Research and Product Development, Pro-Change Behavior Systems, Inc.
Cancer Prevention Research Center, University of Rhode Island.
Health Psychol. 2014 May;33(5):475-80. doi: 10.1037/a0034215. Epub 2013 Nov 25.
Coaction refers to the extent to which taking action on one behavior increases the odds of taking action on a second behavior. This integrative study examines the generalization of coaction in three studies on weight-related behaviors.
Data from three randomized trials of tailored interventions (n = 1,277, n = 1,800, and n = 6,000) were examined to determine if coaction of behavior change occurred differentially in treatment and control groups. In each analysis, the likelihood of progressing to the Action or Maintenance stages for the target behaviors was evaluated using logistic regression.
Despite differences in populations, targeted behaviors, levels of tailoring in interventions, and timing of follow-up assessments, 17 out of 24 (70.8%) logistic regressions revealed significant coaction in the treatment group as opposed to only three out of 24 (12.5%) in the control condition. In 23/24 analyses, coaction of behavior change was larger on an absolute basis in the treatment group. Individuals in the treatment group progressing to Action/Maintenance for one behavior were 1.4-5 times more likely to make progress on another behavior compared to those in the treatment group who did not make such progress on the first behavior.
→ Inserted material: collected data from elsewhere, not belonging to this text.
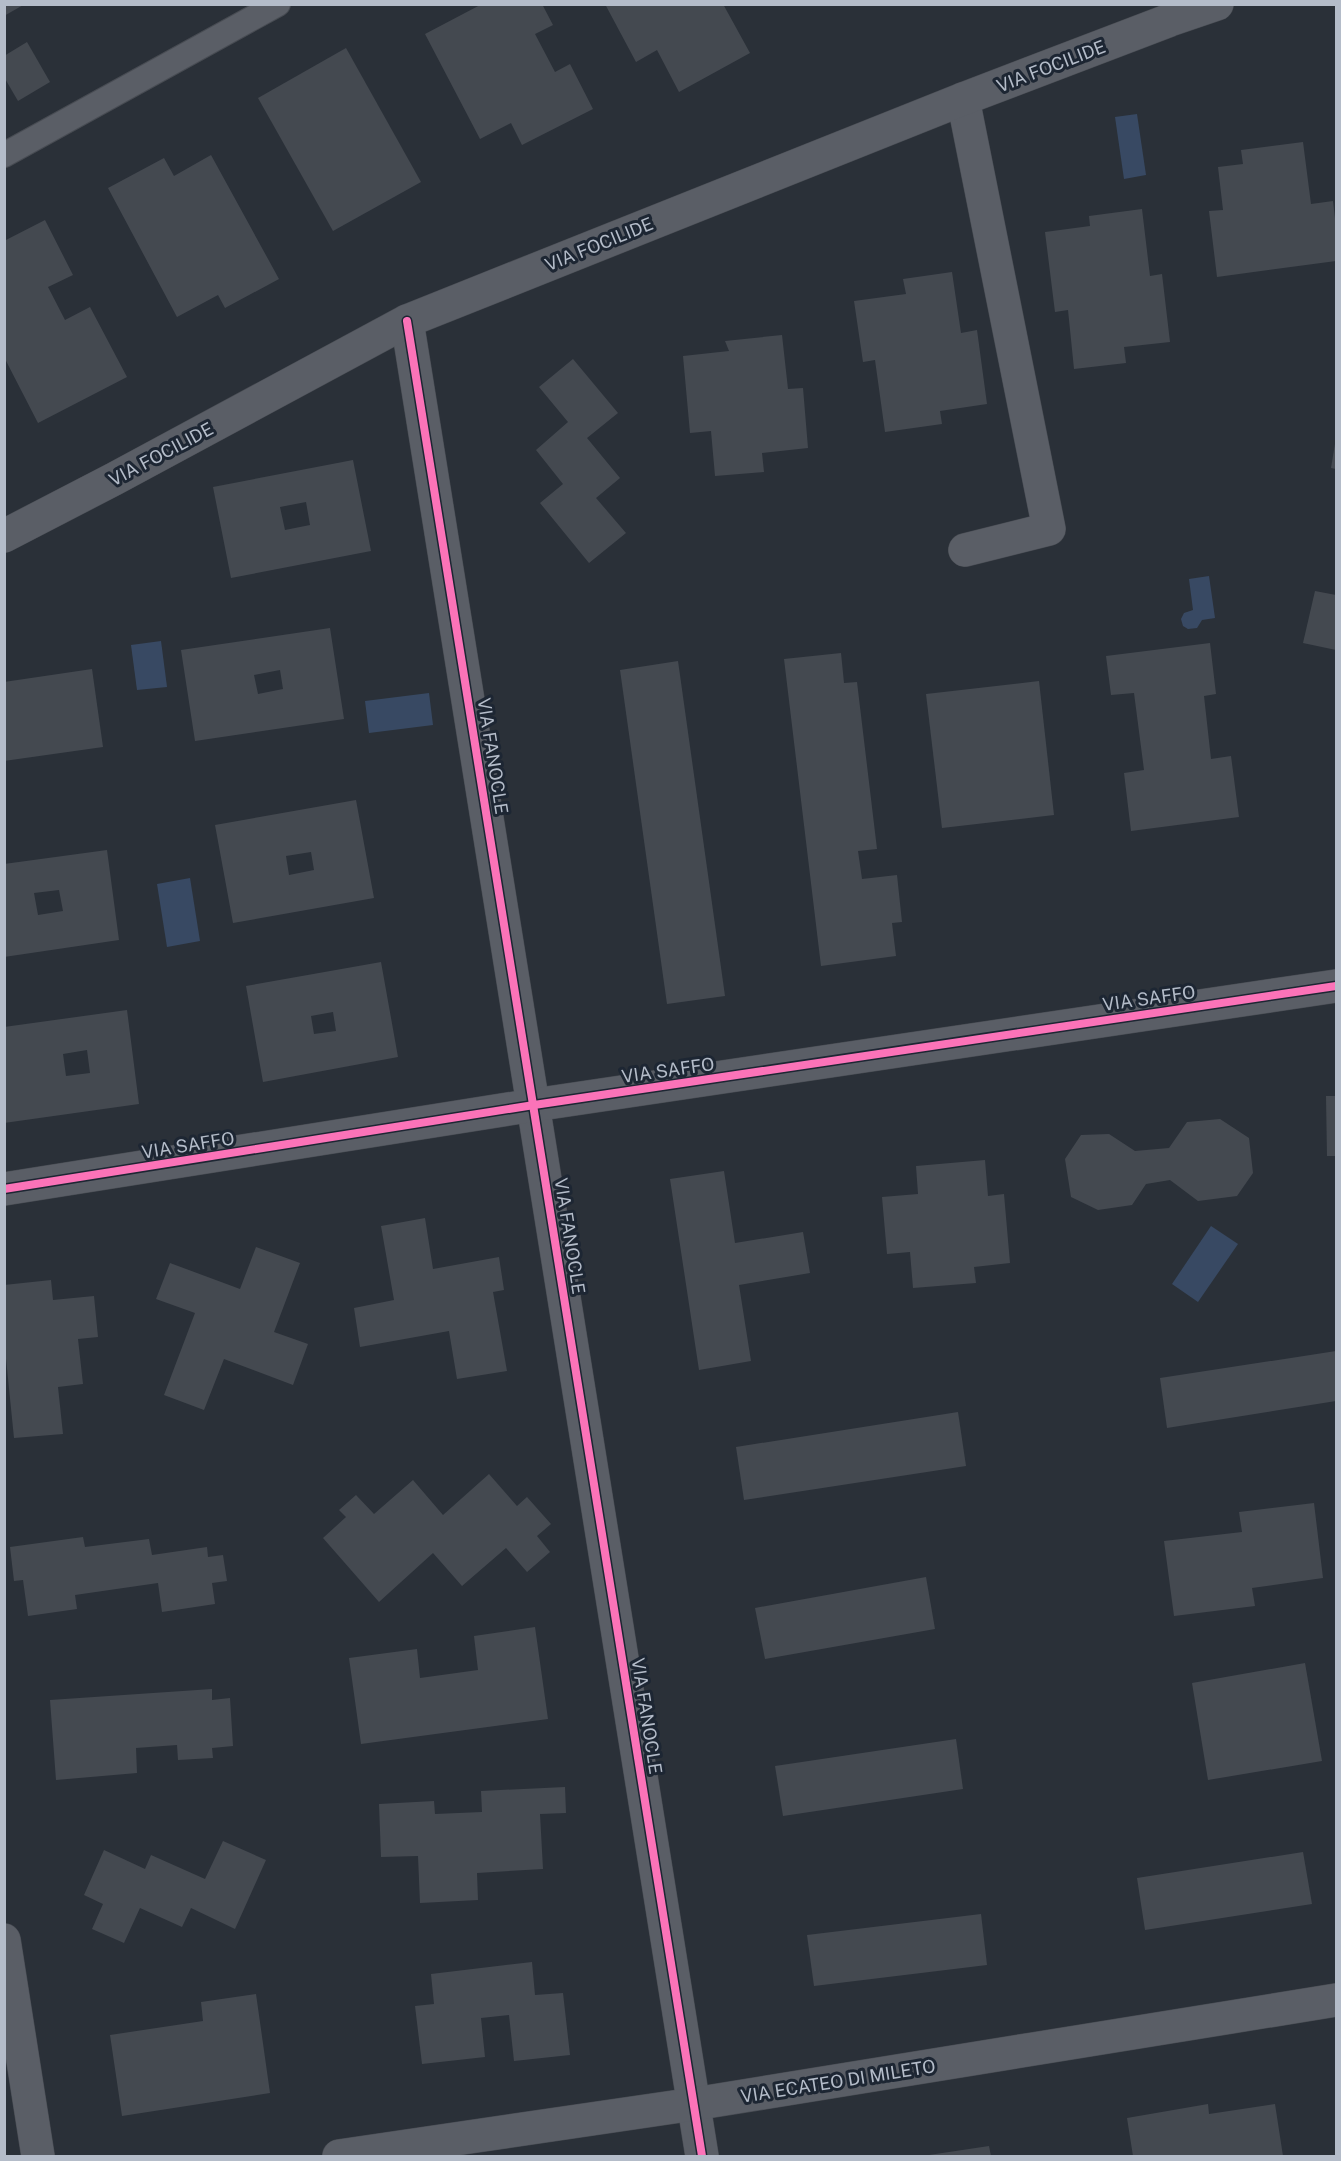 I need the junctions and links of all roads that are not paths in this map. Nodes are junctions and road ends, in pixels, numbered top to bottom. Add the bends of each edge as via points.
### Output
1 (278, 4) edge
2 (1217, 4) edge
3 (963, 99) junction
4 (4, 155) edge
5 (407, 321) junction
6 (4, 536) edge
7 (965, 550) dead end
8 (1336, 986) edge
9 (534, 1105) junction
10 (4, 1189) edge
11 (4, 1940) edge
12 (1336, 2000) edge
13 (694, 2104) junction
14 (38, 2157) edge
15 (339, 2157) edge
16 (702, 2157) edge

1 - 4 lane
2 - 3 street, VIA FOCILIDE
3 - 5 street, VIA FOCILIDE
3 - 7 street via 1049,529
5 - 6 street, VIA FOCILIDE
5 - 9 street, VIA FANOCLE
8 - 9 street, VIA SAFFO
9 - 10 street, VIA SAFFO
9 - 13 street, VIA FANOCLE
11 - 14 street
12 - 13 street, VIA ECATEO DI MILETO
13 - 15 street, VIA ECATEO DI MILETO
13 - 16 street, VIA FANOCLE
This study demonstrates that despite considerable variability in study design, coaction reliably occurs more in the presence of Transtheoretical-Model based multiple behavior change interventions. Additional studies are needed to replicate these results in other behavioral areas and to examine the predictors of differential coaction. The ability to consistently create coaction within multiple behavior interventions can increase the efficacy and cost-effectiveness of multiple behavior change interventions.
协同作用是指对一种行为采取行动的程度会增加对第二种行为采取行动的可能性。本综合研究通过三项与体重相关行为的研究检验了协同作用的推广。
本研究分析了三项定制干预随机试验的数据(n=1277、n=1800 和 n=6000),以确定行为改变的协同作用是否在治疗组和对照组中存在差异。在每次分析中,使用逻辑回归评估目标行为进入行动或维持阶段的可能性。
尽管研究人群、目标行为、干预措施的定制水平和随访评估时间存在差异,但 24 项逻辑回归中有 17 项(70.8%)在治疗组中发现了显著的协同作用,而在对照组中只有 3 项(12.5%)。在 23/24 的分析中,治疗组的行为改变协同作用在绝对基础上更大。与在第一种行为上没有取得进展的治疗组相比,治疗组中进展到行动/维持阶段的个体在另一种行为上取得进展的可能性高出 1.4 到 5 倍。
本研究表明,尽管研究设计存在相当大的差异,但协同作用在基于跨理论模型的多种行为改变干预中更可靠地发生。需要进一步的研究在其他行为领域复制这些结果,并检验协同作用差异的预测因素。在多种行为干预中持续产生协同作用的能力可以提高多种行为改变干预的效果和成本效益。